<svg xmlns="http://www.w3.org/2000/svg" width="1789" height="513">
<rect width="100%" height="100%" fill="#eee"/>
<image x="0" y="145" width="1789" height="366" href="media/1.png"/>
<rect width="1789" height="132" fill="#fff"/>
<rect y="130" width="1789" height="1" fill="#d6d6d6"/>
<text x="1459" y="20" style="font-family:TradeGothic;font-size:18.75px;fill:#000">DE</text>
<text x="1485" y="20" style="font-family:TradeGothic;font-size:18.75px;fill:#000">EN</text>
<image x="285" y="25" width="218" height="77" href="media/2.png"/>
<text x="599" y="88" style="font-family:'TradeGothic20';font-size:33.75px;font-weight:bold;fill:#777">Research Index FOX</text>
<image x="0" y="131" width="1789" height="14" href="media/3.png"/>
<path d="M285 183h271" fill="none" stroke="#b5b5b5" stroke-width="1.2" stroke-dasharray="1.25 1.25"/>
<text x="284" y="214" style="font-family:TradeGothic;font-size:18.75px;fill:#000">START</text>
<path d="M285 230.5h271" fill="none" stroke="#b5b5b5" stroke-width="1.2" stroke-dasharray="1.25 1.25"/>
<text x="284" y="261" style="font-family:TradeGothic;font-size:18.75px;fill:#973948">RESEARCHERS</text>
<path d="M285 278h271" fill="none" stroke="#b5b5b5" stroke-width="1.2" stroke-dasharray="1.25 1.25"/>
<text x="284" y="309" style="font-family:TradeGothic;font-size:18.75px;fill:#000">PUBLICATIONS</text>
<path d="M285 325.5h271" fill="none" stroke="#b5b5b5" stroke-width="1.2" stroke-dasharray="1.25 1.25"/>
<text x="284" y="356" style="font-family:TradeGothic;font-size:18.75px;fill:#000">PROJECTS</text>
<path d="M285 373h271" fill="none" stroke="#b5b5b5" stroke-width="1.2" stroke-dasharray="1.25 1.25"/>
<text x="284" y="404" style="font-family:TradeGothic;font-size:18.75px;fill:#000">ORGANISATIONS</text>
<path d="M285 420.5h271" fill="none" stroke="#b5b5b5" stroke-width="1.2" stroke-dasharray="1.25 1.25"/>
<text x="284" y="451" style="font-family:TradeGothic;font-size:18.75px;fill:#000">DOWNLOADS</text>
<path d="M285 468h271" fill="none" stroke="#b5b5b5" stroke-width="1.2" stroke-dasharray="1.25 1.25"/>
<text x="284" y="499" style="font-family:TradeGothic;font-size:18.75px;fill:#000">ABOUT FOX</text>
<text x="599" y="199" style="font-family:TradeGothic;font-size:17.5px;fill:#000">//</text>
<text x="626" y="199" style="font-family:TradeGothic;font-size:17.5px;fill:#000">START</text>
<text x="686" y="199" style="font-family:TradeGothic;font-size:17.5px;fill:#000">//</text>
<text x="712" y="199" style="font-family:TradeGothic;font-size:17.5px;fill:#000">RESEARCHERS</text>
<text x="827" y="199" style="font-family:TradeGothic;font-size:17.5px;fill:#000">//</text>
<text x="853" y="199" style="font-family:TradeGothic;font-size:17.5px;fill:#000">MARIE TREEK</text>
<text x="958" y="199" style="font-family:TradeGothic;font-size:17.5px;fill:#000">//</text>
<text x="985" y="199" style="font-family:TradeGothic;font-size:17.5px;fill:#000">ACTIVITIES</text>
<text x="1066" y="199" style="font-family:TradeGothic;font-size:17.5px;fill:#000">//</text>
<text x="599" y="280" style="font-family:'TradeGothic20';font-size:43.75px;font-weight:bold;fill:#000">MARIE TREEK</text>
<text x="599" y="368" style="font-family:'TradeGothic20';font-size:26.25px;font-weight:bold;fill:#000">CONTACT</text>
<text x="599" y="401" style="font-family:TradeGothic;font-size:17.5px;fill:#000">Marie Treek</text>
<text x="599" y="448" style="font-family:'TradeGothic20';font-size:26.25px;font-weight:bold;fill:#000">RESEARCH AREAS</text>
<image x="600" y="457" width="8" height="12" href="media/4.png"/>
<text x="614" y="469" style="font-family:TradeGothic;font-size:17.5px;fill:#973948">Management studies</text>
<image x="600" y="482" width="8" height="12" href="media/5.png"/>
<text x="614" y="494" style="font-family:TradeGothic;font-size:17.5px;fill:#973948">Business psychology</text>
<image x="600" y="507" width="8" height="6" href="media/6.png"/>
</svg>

Aim of the task
Read the data above and count the lines that include "bold". Answer only with the count.

Answer area
4